Sosok Alvent sendiri kini telah gantung raket alias pensiun. Ia pun tengah menjajal profesi anyar, yakni menjadi pelatih bulutangkis.
Alvent belum lama ini baru saja membuka sebuah klub bulutangkis bernama PB Specta. Lewat klub bentukannya itu, Alvent berusaha membantu anak-anak usia belia ataupun remaja yang memiliki minat di kancah bulutangkis.
"Namanya dari kecil sudah di bulutangkis, liat anak-anak semangat saya coba melatih bantu semaksimal mungkin," ujar Alvent kepada INDOSPORT.
Walau sudah coba melatih, Alvent mengaku masih butuh banyak pengalaman lagi. Maklum saja, selama ini Alvent terjun di ranah bulutangkis sebagai pemain, bukan menjadi pelatih.
Demi meningkatkan kualitasnya, Alvent lantas berencana mengambil lisensi kepelatihan. Alvent ingin tangan dinginnya dalam melatih suatu saat nanti bisa menghasilkan bibit mudah yang mengharumkan nama Indonesia.

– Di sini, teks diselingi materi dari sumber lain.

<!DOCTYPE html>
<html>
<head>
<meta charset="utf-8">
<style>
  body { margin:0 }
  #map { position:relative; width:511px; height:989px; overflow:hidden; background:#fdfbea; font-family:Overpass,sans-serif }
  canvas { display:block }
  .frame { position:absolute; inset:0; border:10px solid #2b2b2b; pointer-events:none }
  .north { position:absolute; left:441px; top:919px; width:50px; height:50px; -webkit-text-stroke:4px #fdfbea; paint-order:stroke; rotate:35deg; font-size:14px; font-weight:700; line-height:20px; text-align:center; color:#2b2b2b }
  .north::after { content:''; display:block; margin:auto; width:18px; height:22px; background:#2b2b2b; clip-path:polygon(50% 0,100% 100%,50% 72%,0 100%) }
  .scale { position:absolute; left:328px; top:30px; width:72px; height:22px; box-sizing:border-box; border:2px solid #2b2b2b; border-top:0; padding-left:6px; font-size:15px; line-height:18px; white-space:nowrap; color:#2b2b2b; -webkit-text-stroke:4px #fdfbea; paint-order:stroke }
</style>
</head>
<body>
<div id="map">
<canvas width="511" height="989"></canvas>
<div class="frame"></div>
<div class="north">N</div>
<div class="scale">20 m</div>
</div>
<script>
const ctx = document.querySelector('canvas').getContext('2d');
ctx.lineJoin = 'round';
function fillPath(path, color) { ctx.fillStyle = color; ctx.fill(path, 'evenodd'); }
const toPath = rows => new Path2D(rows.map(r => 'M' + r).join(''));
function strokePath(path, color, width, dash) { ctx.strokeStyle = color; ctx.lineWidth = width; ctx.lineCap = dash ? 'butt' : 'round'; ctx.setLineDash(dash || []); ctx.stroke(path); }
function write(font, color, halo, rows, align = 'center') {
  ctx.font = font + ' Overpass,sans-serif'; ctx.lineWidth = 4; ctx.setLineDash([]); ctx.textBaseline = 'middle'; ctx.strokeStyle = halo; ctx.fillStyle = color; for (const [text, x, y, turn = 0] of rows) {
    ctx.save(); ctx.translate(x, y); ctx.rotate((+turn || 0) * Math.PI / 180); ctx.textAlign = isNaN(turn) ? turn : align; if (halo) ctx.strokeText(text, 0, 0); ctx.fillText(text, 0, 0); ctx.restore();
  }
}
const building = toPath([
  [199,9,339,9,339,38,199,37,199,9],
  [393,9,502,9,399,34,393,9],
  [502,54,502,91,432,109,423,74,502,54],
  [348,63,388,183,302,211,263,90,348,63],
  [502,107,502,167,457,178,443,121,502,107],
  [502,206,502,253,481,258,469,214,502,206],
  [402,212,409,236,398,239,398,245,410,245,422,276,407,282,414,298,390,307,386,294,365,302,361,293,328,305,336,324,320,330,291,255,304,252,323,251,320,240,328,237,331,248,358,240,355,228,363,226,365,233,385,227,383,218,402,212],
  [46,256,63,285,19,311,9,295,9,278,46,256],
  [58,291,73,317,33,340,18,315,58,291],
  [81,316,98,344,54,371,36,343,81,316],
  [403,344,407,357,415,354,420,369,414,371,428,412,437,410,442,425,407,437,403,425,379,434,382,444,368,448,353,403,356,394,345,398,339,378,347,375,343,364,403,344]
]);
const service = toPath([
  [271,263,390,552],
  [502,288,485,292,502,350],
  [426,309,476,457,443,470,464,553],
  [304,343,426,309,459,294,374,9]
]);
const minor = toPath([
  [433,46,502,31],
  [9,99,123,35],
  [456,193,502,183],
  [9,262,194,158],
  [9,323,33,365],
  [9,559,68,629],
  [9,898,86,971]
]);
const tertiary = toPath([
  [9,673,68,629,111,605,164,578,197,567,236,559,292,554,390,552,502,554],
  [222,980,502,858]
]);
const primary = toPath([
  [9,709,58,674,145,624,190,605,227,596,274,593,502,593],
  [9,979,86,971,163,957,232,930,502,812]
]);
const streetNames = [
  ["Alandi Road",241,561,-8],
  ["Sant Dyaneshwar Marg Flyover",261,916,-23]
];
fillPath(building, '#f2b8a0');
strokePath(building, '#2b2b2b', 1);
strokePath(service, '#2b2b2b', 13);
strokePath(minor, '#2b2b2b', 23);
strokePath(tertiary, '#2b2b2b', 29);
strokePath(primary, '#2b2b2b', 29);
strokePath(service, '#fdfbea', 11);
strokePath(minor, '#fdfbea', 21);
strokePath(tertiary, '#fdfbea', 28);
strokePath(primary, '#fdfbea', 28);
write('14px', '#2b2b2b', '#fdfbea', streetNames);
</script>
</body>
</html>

"Lisensi pelatih saya belum, cuma rencananya nanti saya ingin punya sertifikat pelatih dari PBSI," ucap Alvent.
"Targetnya ingin menjadikan anak didik saya bisa membawa nama harum Indonesia," lanjutnya.
Terlepas dari urusan lisensi, Alvent punya pengalaman unik tentang murid yang dibinanya. Alvent menjelaskan bahwa banyak anak yang kini 'dipaksa' oleh orang tuanya untuk menekuni bulutangkis.
Berdasarkan pengalaman Alvent, ada saja anak kecil yang sebenarnya tidak terlalu berminat di bulutangkis. Namun karena terus mendapat dorongan dari orang tuanya, sang anak lantas tetap rutin berlatih.
"Banyak orang tua yang ingin anaknya jadi pebulutangkis. Anaknya biasa-biasa saja, orang tuanya yang terlalu ambisi," tutur Alvent.
"Kita ya cuma bisa ngasih pandangan yang objektif, tidak terlalu muluk-muluk, takutnya ya kenyataan tidak sesuai sama harapan," tambahnya.
Begitulah kurang lebih pengalaman unik Alvent selama menjalani profesi anyar jadi pelatih. Patut ditunggu, apakah ke depannya polesan Alvent dalam melatih bisa menghasilkan pebulutangkis hebat?